Russian anarchist (1905–1995)

Aida Issakhorovna Basevich (Аида Иссахаровна Басевич; 1905–1995) was a Russian anarchist. She was arrested on multiple occasions on account of her anarchist beliefs and endured stretches of imprisonment, political exile, and prison camp. She is notable for her efforts to acquire better treatment for political detainees and her prison memoir, which details her life and experiences in the anarchist movement.

== Biography ==

=== Early life ===
Basevich was born into a wealthy family in St. Petersburg, where her father was a successful construction engineer. She noted that he had a “revolutionary spirit” and owned publications written by the likes of Peter Kropotkin, Vera Figner, and Sergey Stepnyak-Kravchinsky, which she credits for her “entire moral upbringing”.

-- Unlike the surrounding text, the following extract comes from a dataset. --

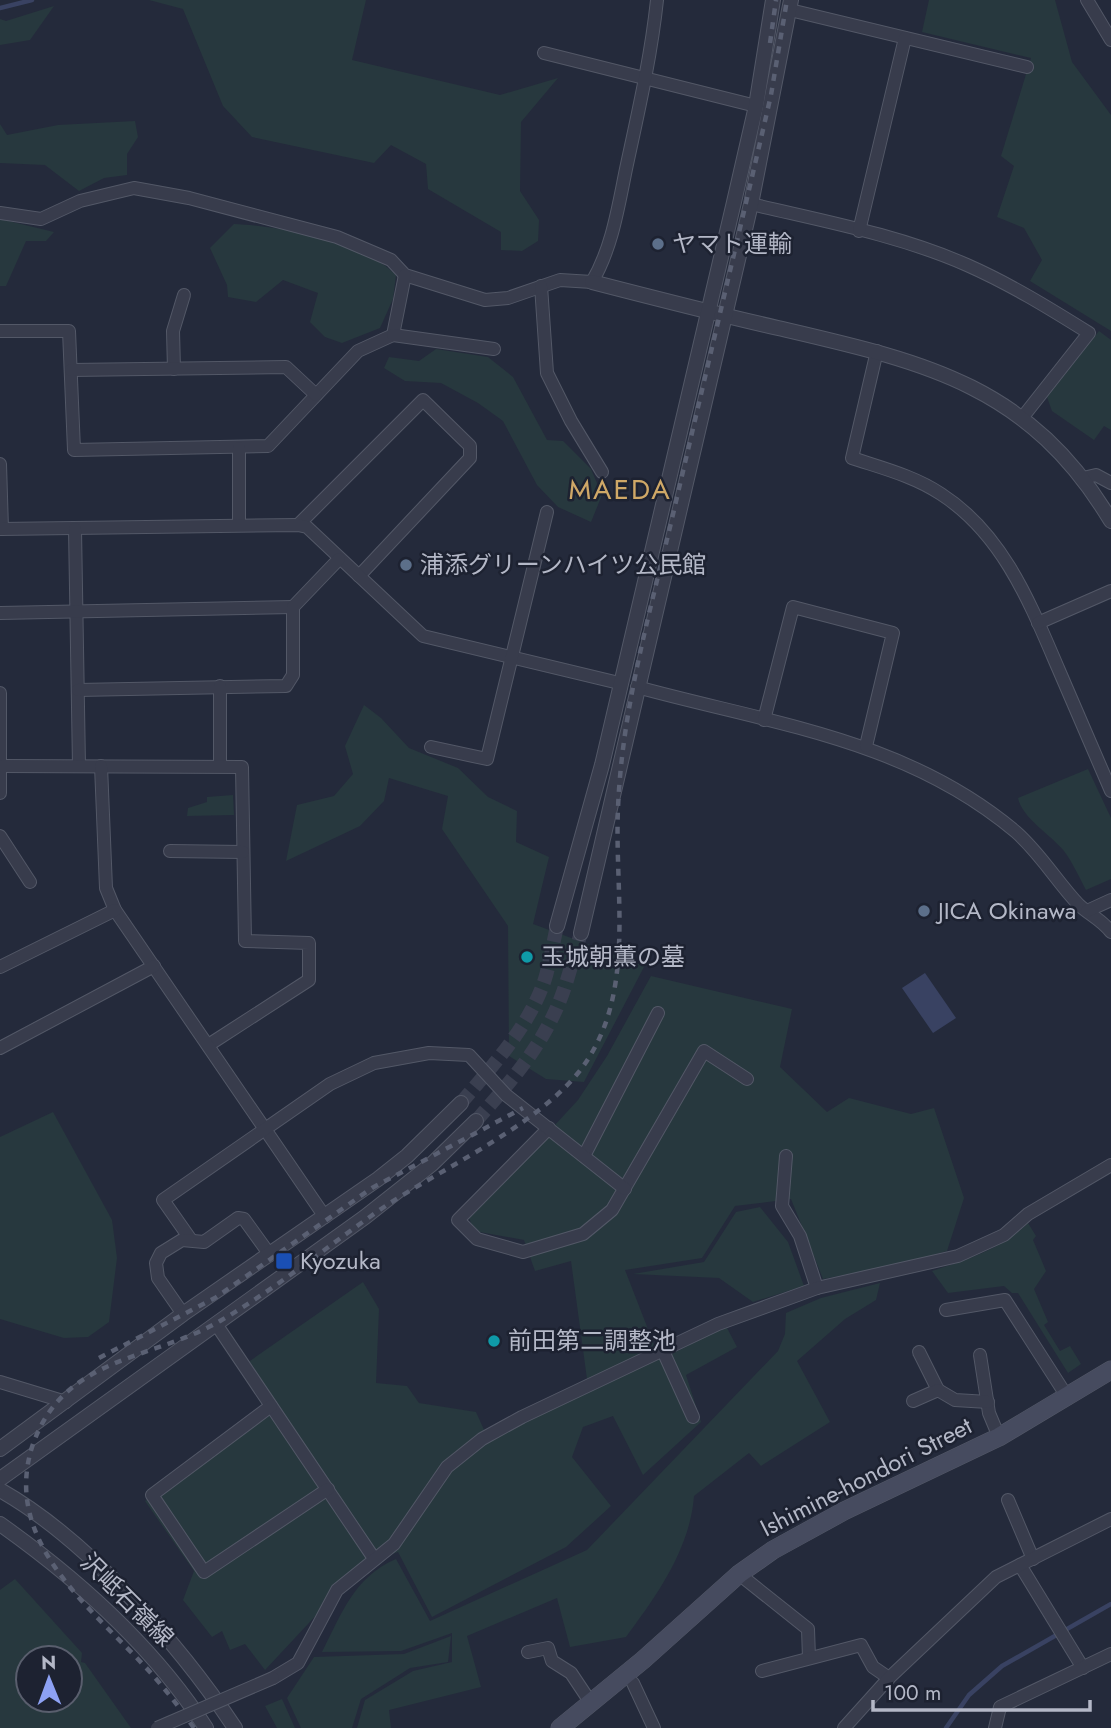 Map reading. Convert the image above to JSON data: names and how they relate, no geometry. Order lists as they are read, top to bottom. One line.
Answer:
{"streets":{"main road":["Ishimine-hondori Street"],"street":["沢岻石嶺線"]},"districts":["MAEDA"],"places":{"other":["ヤマト運輸","浦添グリーンハイツ公民館","JICA Okinawa","玉城朝薫の墓","前田第二調整池"],"transit":["Kyozuka"]},"scale_bar":"100 m","north":"top"}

Basevich attended the Vyborg Commercial School in her youth. The school was known for its contemporary education practices education, including coeducation, parent-teacher committees and high political engagement in the classroom. However, her schooling there was cut short when she was 14 years old, as she contracted tuberculosis. In 1919, Basevich and her mother left Petrograd, although they kept in touch with and sent food parcels to her school. In 1921, she returned to Petrograd and attended night school but did not find it very stimulating. In this time in her life she began thinking about politics, and contemplated becoming a Komsomol member, an idea she abandoned after witnessing a violent Communist demonstration at a church.

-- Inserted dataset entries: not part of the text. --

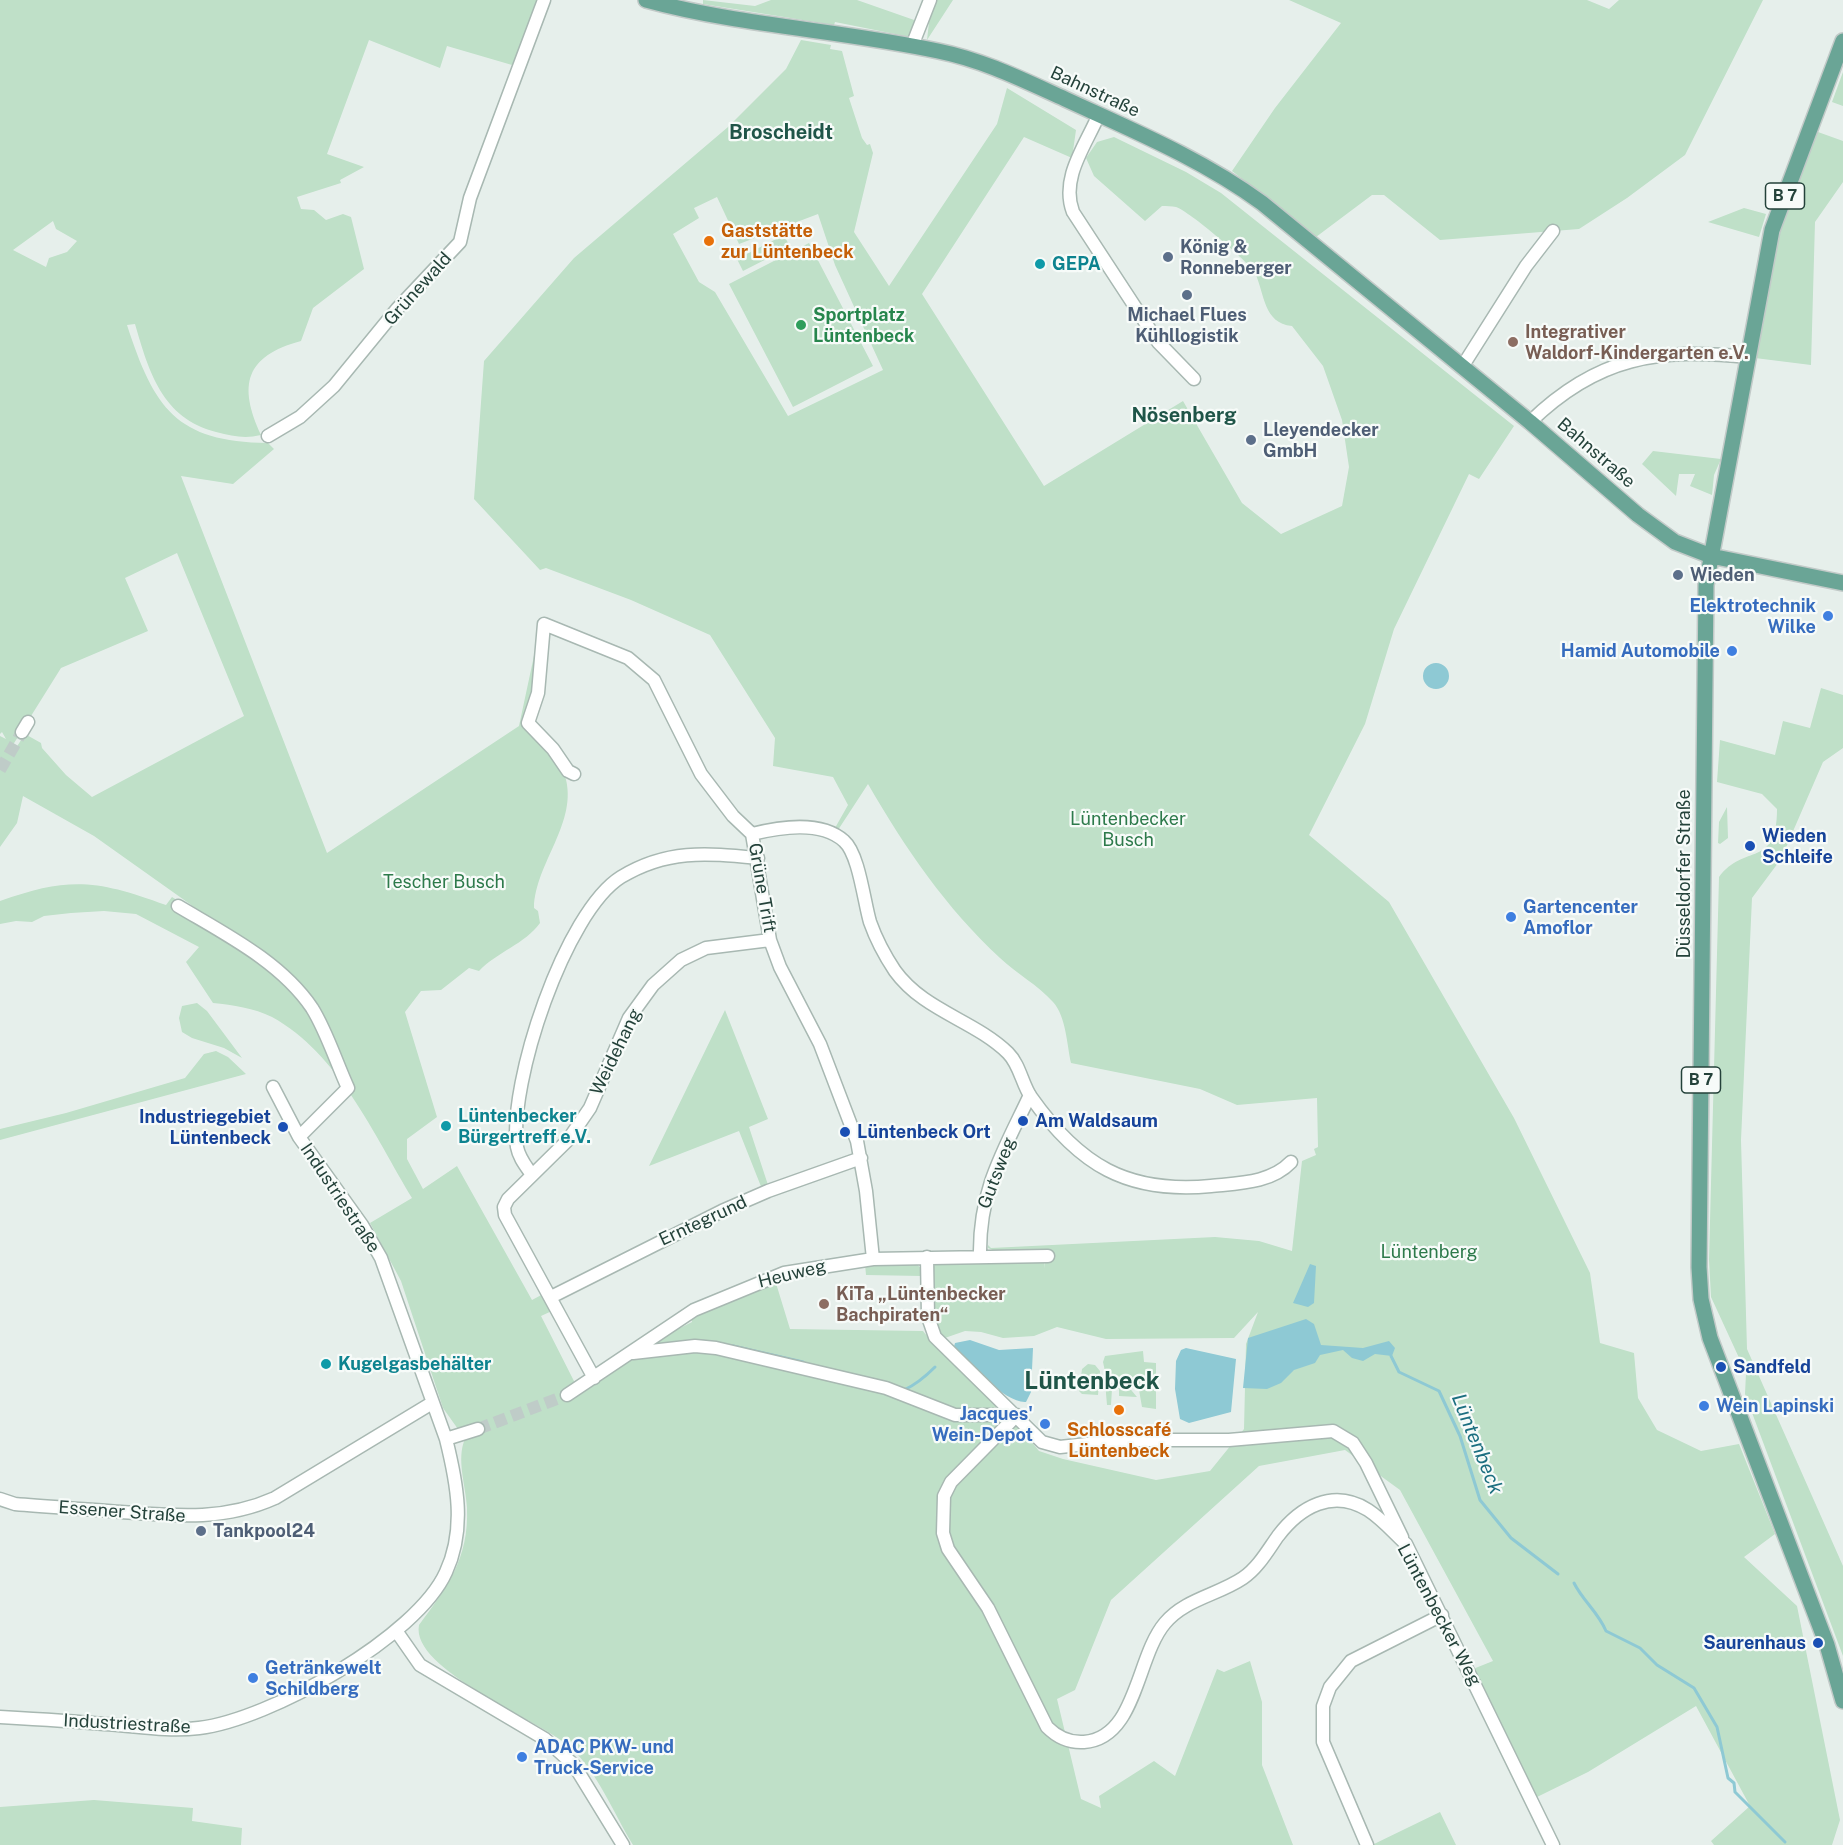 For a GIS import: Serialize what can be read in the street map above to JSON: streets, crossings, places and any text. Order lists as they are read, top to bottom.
{
  "streets": {
    "main road": ["Bahnstraße", "B 7", "Düsseldorfer Straße"],
    "street": [
      "Grünewald",
      "Grüne Trift",
      "Weidehang",
      "Gutsweg",
      "Industriestraße",
      "Erntegrund",
      "Heuweg",
      "Essener Straße",
      "Lüntenbecker Weg"
    ]
  },
  "crossings": [
    ["Bahnstraße", "Düsseldorfer Straße"],
    ["Grüne Trift", "Weidehang"],
    ["Grüne Trift", "Erntegrund"],
    ["Grüne Trift", "Heuweg"],
    ["Weidehang", "Erntegrund"],
    ["Weidehang", "Heuweg"],
    ["Gutsweg", "Heuweg"],
    ["Industriestraße", "Essener Straße"]
  ],
  "districts": ["Broscheidt", "Nösenberg", "Lüntenbeck"],
  "water": ["Lüntenbeck"],
  "parks": ["Lüntenbecker Busch", "Tescher Busch", "Lüntenberg"],
  "places": [
    "Gaststätte zur Lüntenbeck",
    "König & Ronneberger",
    "GEPA",
    "Michael Flues Kühllogistik",
    "Sportplatz Lüntenbeck",
    "Integrativer Waldorf-Kindergarten e.V.",
    "Lleyendecker GmbH",
    "Wieden",
    "Elektrotechnik Wilke",
    "Hamid Automobile",
    "Wieden Schleife",
    "Gartencenter Amoflor",
    "Am Waldsaum",
    "Lüntenbecker Bürgertreff e.V.",
    "Industriegebiet Lüntenbeck",
    "Lüntenbeck Ort",
    "KiTa „Lüntenbecker Bachpiraten“",
    "Kugelgasbehälter",
    "Sandfeld",
    "Wein Lapinski",
    "Schlosscafé Lüntenbeck",
    "Jacques' Wein-Depot",
    "Tankpool24",
    "Saurenhaus",
    "Getränkewelt Schildberg",
    "ADAC PKW- und Truck-Service"
  ]
}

Basevich enrolled in the State Institute of Art History in 1924. There, she first got involved in the anarchist movement, which she discussed regularly with an informal group of peers. Some of her friends in this group were arrested on campus for being anarchists after being elected to an internal school committee dedicated to helping students find work. Basevich lead the efforts to collect parcels and deliver them to her imprisoned friends.

=== Arrests, prison, and exiles ===
Basevich was first arrested on 8 February 1925. She was accused of being an anarchist and against Soviet regime. She wrote that "From my very first day in prison, my main task was to fight for a special regime for political prisoners". Her first effort was a hunger strike to gain visitation rights, joined by several other prisoners. She attempted to secure cell visits, better food, and exercise. After her first arrest she spent three years in exile in Orsk and Orenburg.

In 1928, seven months pregnant, she almost died, were it not for the interference of prominent dissident intellectuals and the Anarchist Black Cross. She received three years of exile in Minusinsk for involvement in a plot to help prisoners escape. Her final arrest was in 1941 where she was sentenced to 10 years in military camps. Her two daughters were sent to an orphanage. She gave birth to a son, Mikhail, in 1944 while in prison camp. In 1947, she was released from the camp and exiled to the Kuybyshev Region.

Throughout her arrests and exiles, Basevich encountered revolutionaries who intensified her anarchist leanings. While imprisoned, she wrote a memoir detailing her early life and stories from her time in exile and imprisonment. It includes descriptions of her resistance efforts and systemic violence in prison, as well as stories from her youth. Basevich's final bout of exile ended in 1957.

=== Later life ===
She spent the rest of her life in Leningrad, working as a technician until 1979 and reaching her death in 1995. She never strayed from her anarchist leanings and became a member of the post-Soviet Confederation of Anarcho-Syndicalists (KAS).